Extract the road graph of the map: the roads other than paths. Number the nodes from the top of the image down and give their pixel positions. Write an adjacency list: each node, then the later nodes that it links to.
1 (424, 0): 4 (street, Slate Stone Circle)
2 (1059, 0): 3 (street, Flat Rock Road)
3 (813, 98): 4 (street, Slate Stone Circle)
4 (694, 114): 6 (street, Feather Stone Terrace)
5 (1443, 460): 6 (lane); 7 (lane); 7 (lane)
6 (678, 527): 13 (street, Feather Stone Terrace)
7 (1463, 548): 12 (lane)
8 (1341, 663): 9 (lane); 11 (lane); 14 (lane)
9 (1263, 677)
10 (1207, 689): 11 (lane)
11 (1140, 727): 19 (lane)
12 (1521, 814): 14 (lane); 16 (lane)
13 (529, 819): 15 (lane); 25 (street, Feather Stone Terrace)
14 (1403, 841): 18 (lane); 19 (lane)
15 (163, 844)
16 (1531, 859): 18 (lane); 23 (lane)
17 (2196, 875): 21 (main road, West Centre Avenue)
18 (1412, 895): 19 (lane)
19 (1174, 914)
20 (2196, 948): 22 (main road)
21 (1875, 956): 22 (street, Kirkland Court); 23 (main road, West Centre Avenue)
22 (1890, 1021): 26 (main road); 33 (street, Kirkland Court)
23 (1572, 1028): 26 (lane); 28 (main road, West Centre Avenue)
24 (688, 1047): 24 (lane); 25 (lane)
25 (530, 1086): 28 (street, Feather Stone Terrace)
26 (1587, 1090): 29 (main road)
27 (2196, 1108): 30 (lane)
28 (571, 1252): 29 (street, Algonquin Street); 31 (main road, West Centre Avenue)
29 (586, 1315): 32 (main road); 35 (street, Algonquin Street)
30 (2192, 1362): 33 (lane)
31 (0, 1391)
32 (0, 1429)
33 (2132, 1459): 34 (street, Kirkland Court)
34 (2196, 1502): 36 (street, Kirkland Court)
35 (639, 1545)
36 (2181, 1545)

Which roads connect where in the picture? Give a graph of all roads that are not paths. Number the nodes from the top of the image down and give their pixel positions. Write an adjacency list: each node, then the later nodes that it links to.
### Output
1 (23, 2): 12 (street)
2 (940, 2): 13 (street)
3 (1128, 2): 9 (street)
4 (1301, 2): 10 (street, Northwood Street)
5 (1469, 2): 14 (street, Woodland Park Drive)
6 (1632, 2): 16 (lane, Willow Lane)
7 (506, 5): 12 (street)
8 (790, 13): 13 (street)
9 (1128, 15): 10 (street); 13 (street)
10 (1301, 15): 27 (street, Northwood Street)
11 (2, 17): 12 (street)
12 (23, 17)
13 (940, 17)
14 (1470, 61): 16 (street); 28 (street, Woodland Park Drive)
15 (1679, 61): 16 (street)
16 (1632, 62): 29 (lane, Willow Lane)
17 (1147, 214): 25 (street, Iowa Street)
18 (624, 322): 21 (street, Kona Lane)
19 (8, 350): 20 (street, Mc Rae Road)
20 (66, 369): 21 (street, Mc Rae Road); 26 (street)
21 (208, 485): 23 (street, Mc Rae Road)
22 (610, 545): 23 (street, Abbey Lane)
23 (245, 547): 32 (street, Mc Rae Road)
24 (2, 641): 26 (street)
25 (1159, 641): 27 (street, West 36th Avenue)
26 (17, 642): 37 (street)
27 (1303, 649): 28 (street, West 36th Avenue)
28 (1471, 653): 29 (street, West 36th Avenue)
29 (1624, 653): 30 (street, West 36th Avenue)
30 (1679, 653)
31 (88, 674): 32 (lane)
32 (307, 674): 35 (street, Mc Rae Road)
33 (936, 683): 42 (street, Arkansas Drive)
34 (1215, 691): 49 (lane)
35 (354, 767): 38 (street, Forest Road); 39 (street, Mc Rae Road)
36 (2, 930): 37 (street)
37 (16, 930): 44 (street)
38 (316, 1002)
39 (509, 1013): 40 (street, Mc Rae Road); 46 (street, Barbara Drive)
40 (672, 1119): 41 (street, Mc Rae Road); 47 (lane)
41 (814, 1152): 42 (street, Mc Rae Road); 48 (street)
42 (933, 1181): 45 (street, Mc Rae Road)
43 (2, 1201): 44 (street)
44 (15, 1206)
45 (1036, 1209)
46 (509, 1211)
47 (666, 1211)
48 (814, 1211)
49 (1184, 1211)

◆ YOUR OBJECTIVE: Return the listing above exactly, line for line.

◆ TASK ANSWER:
Extract the road graph of the map: the roads other than paths. Number the nodes from the top of the image down and give their pixel positions. Write an adjacency list: each node, then the later nodes that it links to.
1 (424, 0): 4 (street, Slate Stone Circle)
2 (1059, 0): 3 (street, Flat Rock Road)
3 (813, 98): 4 (street, Slate Stone Circle)
4 (694, 114): 6 (street, Feather Stone Terrace)
5 (1443, 460): 6 (lane); 7 (lane); 7 (lane)
6 (678, 527): 13 (street, Feather Stone Terrace)
7 (1463, 548): 12 (lane)
8 (1341, 663): 9 (lane); 11 (lane); 14 (lane)
9 (1263, 677)
10 (1207, 689): 11 (lane)
11 (1140, 727): 19 (lane)
12 (1521, 814): 14 (lane); 16 (lane)
13 (529, 819): 15 (lane); 25 (street, Feather Stone Terrace)
14 (1403, 841): 18 (lane); 19 (lane)
15 (163, 844)
16 (1531, 859): 18 (lane); 23 (lane)
17 (2196, 875): 21 (main road, West Centre Avenue)
18 (1412, 895): 19 (lane)
19 (1174, 914)
20 (2196, 948): 22 (main road)
21 (1875, 956): 22 (street, Kirkland Court); 23 (main road, West Centre Avenue)
22 (1890, 1021): 26 (main road); 33 (street, Kirkland Court)
23 (1572, 1028): 26 (lane); 28 (main road, West Centre Avenue)
24 (688, 1047): 24 (lane); 25 (lane)
25 (530, 1086): 28 (street, Feather Stone Terrace)
26 (1587, 1090): 29 (main road)
27 (2196, 1108): 30 (lane)
28 (571, 1252): 29 (street, Algonquin Street); 31 (main road, West Centre Avenue)
29 (586, 1315): 32 (main road); 35 (street, Algonquin Street)
30 (2192, 1362): 33 (lane)
31 (0, 1391)
32 (0, 1429)
33 (2132, 1459): 34 (street, Kirkland Court)
34 (2196, 1502): 36 (street, Kirkland Court)
35 (639, 1545)
36 (2181, 1545)

Which roads connect where in the picture? Give a graph of all roads that are not paths. Number the nodes from the top of the image down and give their pixel positions. Write an adjacency list: each node, then the later nodes that it links to.
### Output
1 (23, 2): 12 (street)
2 (940, 2): 13 (street)
3 (1128, 2): 9 (street)
4 (1301, 2): 10 (street, Northwood Street)
5 (1469, 2): 14 (street, Woodland Park Drive)
6 (1632, 2): 16 (lane, Willow Lane)
7 (506, 5): 12 (street)
8 (790, 13): 13 (street)
9 (1128, 15): 10 (street); 13 (street)
10 (1301, 15): 27 (street, Northwood Street)
11 (2, 17): 12 (street)
12 (23, 17)
13 (940, 17)
14 (1470, 61): 16 (street); 28 (street, Woodland Park Drive)
15 (1679, 61): 16 (street)
16 (1632, 62): 29 (lane, Willow Lane)
17 (1147, 214): 25 (street, Iowa Street)
18 (624, 322): 21 (street, Kona Lane)
19 (8, 350): 20 (street, Mc Rae Road)
20 (66, 369): 21 (street, Mc Rae Road); 26 (street)
21 (208, 485): 23 (street, Mc Rae Road)
22 (610, 545): 23 (street, Abbey Lane)
23 (245, 547): 32 (street, Mc Rae Road)
24 (2, 641): 26 (street)
25 (1159, 641): 27 (street, West 36th Avenue)
26 (17, 642): 37 (street)
27 (1303, 649): 28 (street, West 36th Avenue)
28 (1471, 653): 29 (street, West 36th Avenue)
29 (1624, 653): 30 (street, West 36th Avenue)
30 (1679, 653)
31 (88, 674): 32 (lane)
32 (307, 674): 35 (street, Mc Rae Road)
33 (936, 683): 42 (street, Arkansas Drive)
34 (1215, 691): 49 (lane)
35 (354, 767): 38 (street, Forest Road); 39 (street, Mc Rae Road)
36 (2, 930): 37 (street)
37 (16, 930): 44 (street)
38 (316, 1002)
39 (509, 1013): 40 (street, Mc Rae Road); 46 (street, Barbara Drive)
40 (672, 1119): 41 (street, Mc Rae Road); 47 (lane)
41 (814, 1152): 42 (street, Mc Rae Road); 48 (street)
42 (933, 1181): 45 (street, Mc Rae Road)
43 (2, 1201): 44 (street)
44 (15, 1206)
45 (1036, 1209)
46 (509, 1211)
47 (666, 1211)
48 (814, 1211)
49 (1184, 1211)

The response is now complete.